> _Your assignment_: Check each line of the material for the string "Полянский", and copy the lines that have it.
**********
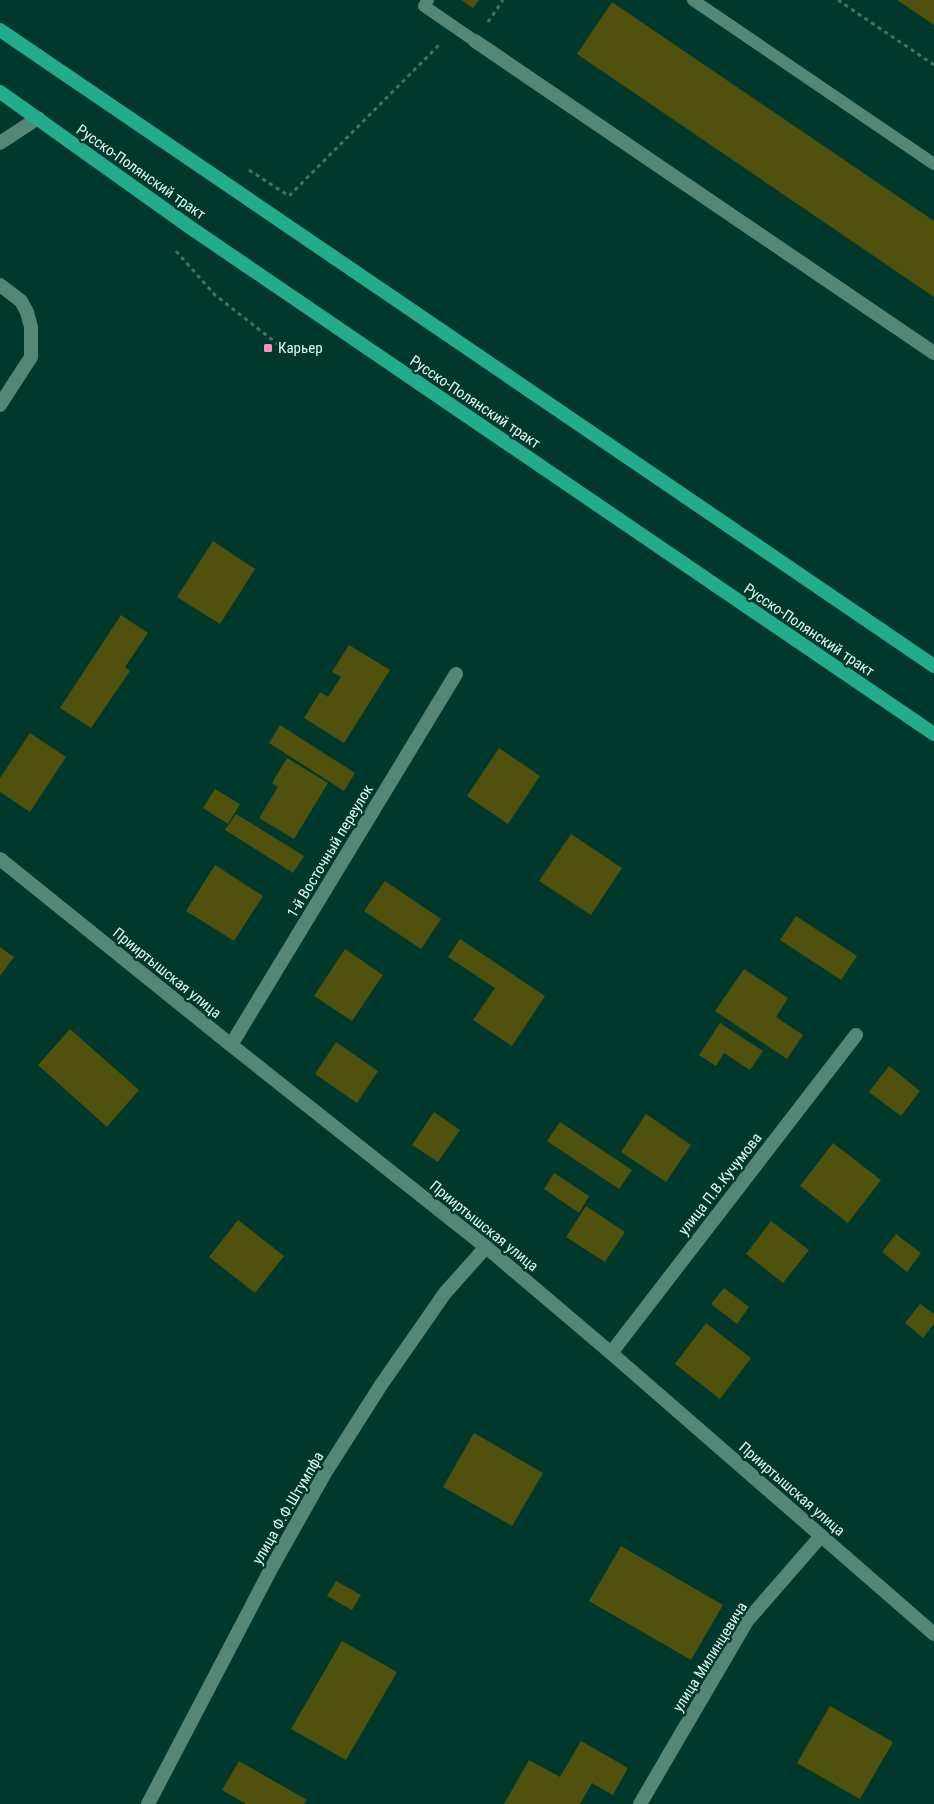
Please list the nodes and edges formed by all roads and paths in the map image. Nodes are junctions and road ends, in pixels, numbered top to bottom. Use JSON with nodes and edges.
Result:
{"nodes":[{"id":1,"x":428,"y":0,"type":"edge"},
{"id":2,"x":503,"y":0,"type":"edge"},
{"id":3,"x":693,"y":0,"type":"edge"},
{"id":4,"x":838,"y":0,"type":"edge"},
{"id":5,"x":0,"y":30,"type":"edge"},
{"id":6,"x":462,"y":32,"type":"junction"},
{"id":7,"x":475,"y":41,"type":"junction"},
{"id":8,"x":934,"y":65,"type":"edge"},
{"id":9,"x":0,"y":92,"type":"edge"},
{"id":10,"x":38,"y":118,"type":"junction"},
{"id":11,"x":0,"y":143,"type":"edge"},
{"id":12,"x":934,"y":164,"type":"edge"},
{"id":13,"x":243,"y":166,"type":"dead end"},
{"id":14,"x":176,"y":252,"type":"dead end"},
{"id":15,"x":0,"y":285,"type":"edge"},
{"id":16,"x":284,"y":350,"type":"dead end"},
{"id":17,"x":934,"y":352,"type":"edge"},
{"id":18,"x":0,"y":405,"type":"edge"},
{"id":19,"x":934,"y":666,"type":"edge"},
{"id":20,"x":456,"y":674,"type":"dead end"},
{"id":21,"x":934,"y":734,"type":"edge"},
{"id":22,"x":0,"y":859,"type":"edge"},
{"id":23,"x":856,"y":1035,"type":"dead end"},
{"id":24,"x":231,"y":1045,"type":"junction"},
{"id":25,"x":486,"y":1247,"type":"junction"},
{"id":26,"x":611,"y":1353,"type":"junction"},
{"id":27,"x":821,"y":1536,"type":"junction"},
{"id":28,"x":934,"y":1634,"type":"edge"},
{"id":29,"x":148,"y":1804,"type":"edge"},
{"id":30,"x":640,"y":1804,"type":"edge"}],
"edges":[{"from":1,"to":6,"type":"lane"},
{"from":2,"to":7,"type":"path"},
{"from":3,"to":12,"type":"lane"},
{"from":4,"to":8,"type":"path"},
{"from":5,"to":19,"type":"main road"},
{"from":6,"to":7,"type":"lane"},
{"from":6,"to":13,"type":"path"},
{"from":7,"to":17,"type":"street"},
{"from":9,"to":10,"type":"main road","name":"Русско-Полянский тракт"},
{"from":10,"to":11,"type":"street"},
{"from":10,"to":21,"type":"main road","name":"Русско-Полянский тракт"},
{"from":14,"to":16,"type":"path"},
{"from":15,"to":18,"type":"street"},
{"from":20,"to":24,"type":"street","name":"1-й Восточный переулок"},
{"from":22,"to":24,"type":"street","name":"Прииртышская улица"},
{"from":23,"to":26,"type":"street","name":"улица П.В.Кучумова"},
{"from":24,"to":25,"type":"street","name":"Прииртышская улица"},
{"from":25,"to":26,"type":"street","name":"Прииртышская улица"},
{"from":25,"to":29,"type":"street","name":"улица Ф.Ф.Штумпфа"},
{"from":26,"to":27,"type":"street","name":"Прииртышская улица"},
{"from":27,"to":28,"type":"street","name":"Прииртышская улица"},
{"from":27,"to":30,"type":"street","name":"улица Милинцевича"}]}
**********
> _Result of the task_:
{"from":9,"to":10,"type":"main road","name":"Русско-Полянский тракт"},
{"from":10,"to":21,"type":"main road","name":"Русско-Полянский тракт"},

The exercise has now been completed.